New research shows that the neurotransmitter GABA, which has been connected to autism, is involved in the production of unwanted thoughts. Specifically, hippocampal GABA (would anyone be surprised to learn the hippocampus is also involved in autism?).

“Our ability to control our thoughts is fundamental to our wellbeing,” explains Professor Michael Anderson from the Medical Research Council Cognition and Brain Sciences Unit at the University of Cambridge. “When this capacity breaks down, it causes some of the most debilitating symptoms of psychiatric diseases: intrusive memories, images, hallucinations, ruminations, and pathological and persistent worries. These are all key symptoms of mental illnesses such as PTSD, schizophrenia, depression, and anxiety.”

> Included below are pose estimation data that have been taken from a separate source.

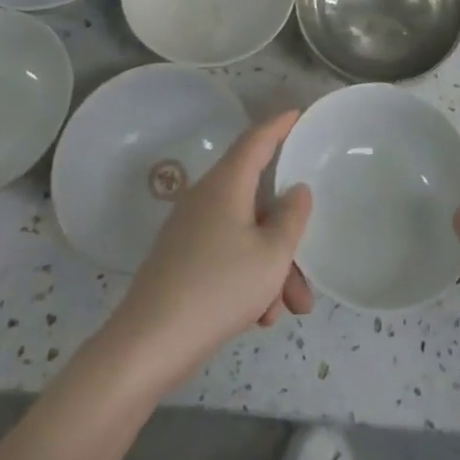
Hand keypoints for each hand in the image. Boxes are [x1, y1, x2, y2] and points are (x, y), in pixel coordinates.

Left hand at [104, 111, 313, 394]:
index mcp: (227, 183)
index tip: (298, 114)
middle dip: (288, 233)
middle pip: (258, 199)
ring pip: (246, 234)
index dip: (280, 125)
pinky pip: (227, 255)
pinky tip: (259, 318)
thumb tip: (296, 190)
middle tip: (310, 265)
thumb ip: (292, 217)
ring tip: (289, 310)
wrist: (149, 344)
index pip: (257, 139)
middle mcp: (207, 197)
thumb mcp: (271, 255)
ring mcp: (192, 229)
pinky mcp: (183, 260)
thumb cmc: (218, 288)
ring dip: (272, 266)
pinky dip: (249, 278)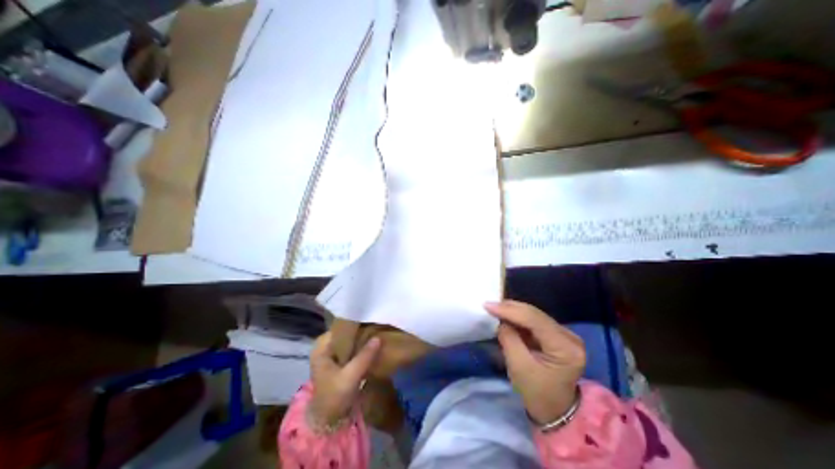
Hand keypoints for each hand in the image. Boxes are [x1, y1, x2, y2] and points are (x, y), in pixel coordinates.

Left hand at [309, 331, 380, 425]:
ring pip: (350, 339)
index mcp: (322, 346)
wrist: (327, 421)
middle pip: (346, 331)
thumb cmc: (333, 397)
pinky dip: (361, 345)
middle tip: (378, 325)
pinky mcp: (340, 359)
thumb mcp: (350, 376)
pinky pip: (352, 347)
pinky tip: (373, 344)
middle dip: (361, 329)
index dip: (356, 322)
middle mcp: (326, 345)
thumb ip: (364, 357)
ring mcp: (333, 352)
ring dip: (363, 337)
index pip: (341, 326)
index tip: (372, 319)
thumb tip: (378, 337)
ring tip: (378, 331)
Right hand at [483, 300, 585, 424]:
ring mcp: (565, 334)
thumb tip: (501, 321)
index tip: (488, 306)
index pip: (535, 320)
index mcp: (565, 348)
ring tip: (495, 308)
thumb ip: (509, 339)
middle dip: (510, 308)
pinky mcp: (557, 334)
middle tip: (489, 305)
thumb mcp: (519, 367)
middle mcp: (569, 336)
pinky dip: (518, 318)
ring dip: (513, 311)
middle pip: (535, 314)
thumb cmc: (537, 393)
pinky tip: (506, 315)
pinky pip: (535, 320)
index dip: (510, 310)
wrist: (555, 411)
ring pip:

I have always had a hard time suppressing thoughts, and I have been known to go over and over and over and over and over situations, replaying them and thinking of everything I could have and should have said. You may note other typically autistic symptoms in Dr. Anderson’s list, most notably anxiety.

The inability to control one’s thoughts is likely related to the weak executive functioning we on the spectrum have as well. After all, weak executive functioning makes it hard to not only control one’s thoughts, but to control expressing those same thoughts. While they may be two different systems, would it be surprising if it were found they were connected?